■ **TASK GOAL**:
Write out all of the entries, matching the original exactly.
= = =
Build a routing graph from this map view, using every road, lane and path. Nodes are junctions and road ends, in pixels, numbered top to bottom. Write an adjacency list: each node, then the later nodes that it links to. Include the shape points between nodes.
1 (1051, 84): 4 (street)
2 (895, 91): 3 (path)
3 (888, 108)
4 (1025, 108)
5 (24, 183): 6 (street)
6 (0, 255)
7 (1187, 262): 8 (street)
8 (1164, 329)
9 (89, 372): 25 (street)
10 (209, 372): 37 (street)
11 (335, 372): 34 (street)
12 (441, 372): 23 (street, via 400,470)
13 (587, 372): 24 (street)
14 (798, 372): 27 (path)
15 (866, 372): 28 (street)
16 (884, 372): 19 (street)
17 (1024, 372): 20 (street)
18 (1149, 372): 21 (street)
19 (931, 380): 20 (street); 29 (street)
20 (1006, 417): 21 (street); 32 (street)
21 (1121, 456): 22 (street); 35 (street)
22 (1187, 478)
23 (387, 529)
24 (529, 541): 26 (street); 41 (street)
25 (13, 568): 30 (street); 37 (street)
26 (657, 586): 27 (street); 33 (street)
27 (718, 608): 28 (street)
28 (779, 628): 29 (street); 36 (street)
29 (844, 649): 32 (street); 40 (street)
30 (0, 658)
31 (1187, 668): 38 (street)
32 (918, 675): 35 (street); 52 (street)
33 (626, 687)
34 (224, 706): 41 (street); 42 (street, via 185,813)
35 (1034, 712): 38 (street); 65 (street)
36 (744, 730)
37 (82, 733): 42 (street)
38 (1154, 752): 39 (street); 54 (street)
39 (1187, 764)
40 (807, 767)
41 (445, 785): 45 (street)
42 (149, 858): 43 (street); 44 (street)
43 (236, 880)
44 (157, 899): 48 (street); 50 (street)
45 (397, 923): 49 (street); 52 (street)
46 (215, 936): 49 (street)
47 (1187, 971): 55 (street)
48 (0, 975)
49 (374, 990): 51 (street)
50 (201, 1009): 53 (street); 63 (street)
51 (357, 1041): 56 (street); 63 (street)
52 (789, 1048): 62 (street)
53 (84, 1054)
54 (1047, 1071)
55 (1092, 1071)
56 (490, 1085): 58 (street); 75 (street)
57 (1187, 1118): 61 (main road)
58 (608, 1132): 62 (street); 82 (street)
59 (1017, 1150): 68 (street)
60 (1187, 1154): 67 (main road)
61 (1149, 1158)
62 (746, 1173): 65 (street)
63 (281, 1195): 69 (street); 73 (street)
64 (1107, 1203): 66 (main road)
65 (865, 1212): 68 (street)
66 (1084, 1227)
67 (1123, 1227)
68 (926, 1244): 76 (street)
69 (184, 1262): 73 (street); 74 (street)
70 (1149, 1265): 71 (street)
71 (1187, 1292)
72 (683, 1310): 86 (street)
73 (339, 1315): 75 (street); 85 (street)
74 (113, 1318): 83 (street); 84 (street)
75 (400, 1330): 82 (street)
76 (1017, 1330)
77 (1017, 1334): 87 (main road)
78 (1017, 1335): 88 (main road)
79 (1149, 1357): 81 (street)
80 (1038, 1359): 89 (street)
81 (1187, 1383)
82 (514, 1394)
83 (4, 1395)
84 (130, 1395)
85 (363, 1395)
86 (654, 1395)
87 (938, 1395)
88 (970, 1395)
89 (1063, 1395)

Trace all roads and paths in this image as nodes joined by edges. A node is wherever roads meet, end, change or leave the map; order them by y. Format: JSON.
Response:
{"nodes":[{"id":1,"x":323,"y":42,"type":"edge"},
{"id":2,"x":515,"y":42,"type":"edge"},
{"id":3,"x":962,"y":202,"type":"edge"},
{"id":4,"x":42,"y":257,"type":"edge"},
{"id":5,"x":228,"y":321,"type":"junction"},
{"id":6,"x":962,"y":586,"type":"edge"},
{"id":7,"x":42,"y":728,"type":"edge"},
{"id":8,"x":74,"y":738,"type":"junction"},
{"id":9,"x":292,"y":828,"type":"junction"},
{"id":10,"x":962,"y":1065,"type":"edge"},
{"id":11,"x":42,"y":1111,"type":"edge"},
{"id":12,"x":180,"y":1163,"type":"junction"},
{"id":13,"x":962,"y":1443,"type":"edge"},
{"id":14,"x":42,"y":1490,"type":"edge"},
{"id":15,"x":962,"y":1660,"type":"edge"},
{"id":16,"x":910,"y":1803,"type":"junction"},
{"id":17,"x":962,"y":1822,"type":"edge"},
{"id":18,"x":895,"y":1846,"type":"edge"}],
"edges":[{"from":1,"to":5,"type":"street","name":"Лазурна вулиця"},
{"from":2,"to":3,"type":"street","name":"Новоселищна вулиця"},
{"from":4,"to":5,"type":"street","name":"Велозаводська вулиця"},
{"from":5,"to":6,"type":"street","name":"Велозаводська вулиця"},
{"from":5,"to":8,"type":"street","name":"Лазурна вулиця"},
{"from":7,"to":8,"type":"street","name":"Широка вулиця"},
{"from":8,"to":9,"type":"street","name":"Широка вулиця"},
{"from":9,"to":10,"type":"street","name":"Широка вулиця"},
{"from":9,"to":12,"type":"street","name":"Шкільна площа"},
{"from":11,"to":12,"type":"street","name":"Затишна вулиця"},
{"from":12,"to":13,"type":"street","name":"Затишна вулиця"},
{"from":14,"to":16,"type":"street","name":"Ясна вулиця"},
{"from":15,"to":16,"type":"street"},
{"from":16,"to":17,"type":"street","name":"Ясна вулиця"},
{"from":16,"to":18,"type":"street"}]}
= = =
■ **ANSWER FOR THE TASK**:
Build a routing graph from this map view, using every road, lane and path. Nodes are junctions and road ends, in pixels, numbered top to bottom. Write an adjacency list: each node, then the later nodes that it links to. Include the shape points between nodes.
1 (1051, 84): 4 (street)
2 (895, 91): 3 (path)
3 (888, 108)
4 (1025, 108)
5 (24, 183): 6 (street)
6 (0, 255)
7 (1187, 262): 8 (street)
8 (1164, 329)
9 (89, 372): 25 (street)
10 (209, 372): 37 (street)
11 (335, 372): 34 (street)
12 (441, 372): 23 (street, via 400,470)
13 (587, 372): 24 (street)
14 (798, 372): 27 (path)
15 (866, 372): 28 (street)
16 (884, 372): 19 (street)
17 (1024, 372): 20 (street)
18 (1149, 372): 21 (street)
19 (931, 380): 20 (street); 29 (street)
20 (1006, 417): 21 (street); 32 (street)
21 (1121, 456): 22 (street); 35 (street)
22 (1187, 478)
23 (387, 529)
24 (529, 541): 26 (street); 41 (street)
25 (13, 568): 30 (street); 37 (street)
26 (657, 586): 27 (street); 33 (street)
27 (718, 608): 28 (street)
28 (779, 628): 29 (street); 36 (street)
29 (844, 649): 32 (street); 40 (street)
30 (0, 658)
31 (1187, 668): 38 (street)
32 (918, 675): 35 (street); 52 (street)
33 (626, 687)
34 (224, 706): 41 (street); 42 (street, via 185,813)
35 (1034, 712): 38 (street); 65 (street)
36 (744, 730)
37 (82, 733): 42 (street)
38 (1154, 752): 39 (street); 54 (street)
39 (1187, 764)
40 (807, 767)
41 (445, 785): 45 (street)
42 (149, 858): 43 (street); 44 (street)
43 (236, 880)
44 (157, 899): 48 (street); 50 (street)
45 (397, 923): 49 (street); 52 (street)
46 (215, 936): 49 (street)
47 (1187, 971): 55 (street)
48 (0, 975)
49 (374, 990): 51 (street)
50 (201, 1009): 53 (street); 63 (street)
51 (357, 1041): 56 (street); 63 (street)
52 (789, 1048): 62 (street)
53 (84, 1054)
54 (1047, 1071)
55 (1092, 1071)
56 (490, 1085): 58 (street); 75 (street)
57 (1187, 1118): 61 (main road)
58 (608, 1132): 62 (street); 82 (street)
59 (1017, 1150): 68 (street)
60 (1187, 1154): 67 (main road)
61 (1149, 1158)
62 (746, 1173): 65 (street)
63 (281, 1195): 69 (street); 73 (street)
64 (1107, 1203): 66 (main road)
65 (865, 1212): 68 (street)
66 (1084, 1227)
67 (1123, 1227)
68 (926, 1244): 76 (street)
69 (184, 1262): 73 (street); 74 (street)
70 (1149, 1265): 71 (street)
71 (1187, 1292)
72 (683, 1310): 86 (street)
73 (339, 1315): 75 (street); 85 (street)
74 (113, 1318): 83 (street); 84 (street)
75 (400, 1330): 82 (street)
76 (1017, 1330)
77 (1017, 1334): 87 (main road)
78 (1017, 1335): 88 (main road)
79 (1149, 1357): 81 (street)
80 (1038, 1359): 89 (street)
81 (1187, 1383)
82 (514, 1394)
83 (4, 1395)
84 (130, 1395)
85 (363, 1395)
86 (654, 1395)
87 (938, 1395)
88 (970, 1395)
89 (1063, 1395)

Trace all roads and paths in this image as nodes joined by edges. A node is wherever roads meet, end, change or leave the map; order them by y. Format: JSON.
Response:
{"nodes":[{"id":1,"x":323,"y":42,"type":"edge"},
{"id":2,"x":515,"y":42,"type":"edge"},
{"id":3,"x":962,"y":202,"type":"edge"},
{"id":4,"x":42,"y":257,"type":"edge"},
{"id":5,"x":228,"y":321,"type":"junction"},
{"id":6,"x":962,"y":586,"type":"edge"},
{"id":7,"x":42,"y":728,"type":"edge"},
{"id":8,"x":74,"y":738,"type":"junction"},
{"id":9,"x":292,"y":828,"type":"junction"},
{"id":10,"x":962,"y":1065,"type":"edge"},
{"id":11,"x":42,"y":1111,"type":"edge"},
{"id":12,"x":180,"y":1163,"type":"junction"},
{"id":13,"x":962,"y":1443,"type":"edge"},
{"id":14,"x":42,"y":1490,"type":"edge"},
{"id":15,"x":962,"y":1660,"type":"edge"},
{"id":16,"x":910,"y":1803,"type":"junction"},
{"id":17,"x":962,"y":1822,"type":"edge"},
{"id":18,"x":895,"y":1846,"type":"edge"}],
"edges":[{"from":1,"to":5,"type":"street","name":"Лазурна вулиця"},
{"from":2,"to":3,"type":"street","name":"Новоселищна вулиця"},
{"from":4,"to":5,"type":"street","name":"Велозаводська вулиця"},
{"from":5,"to":6,"type":"street","name":"Велозаводська вулиця"},
{"from":5,"to":8,"type":"street","name":"Лазурна вулиця"},
{"from":7,"to":8,"type":"street","name":"Широка вулиця"},
{"from":8,"to":9,"type":"street","name":"Широка вулиця"},
{"from":9,"to":10,"type":"street","name":"Широка вулиця"},
{"from":9,"to":12,"type":"street","name":"Шкільна площа"},
{"from":11,"to":12,"type":"street","name":"Затишна вулиця"},
{"from":12,"to":13,"type":"street","name":"Затишна вулиця"},
{"from":14,"to":16,"type":"street","name":"Ясна вулиця"},
{"from":15,"to":16,"type":"street"},
{"from":16,"to":17,"type":"street","name":"Ясна вулиця"},
{"from":16,"to":18,"type":"street"}]}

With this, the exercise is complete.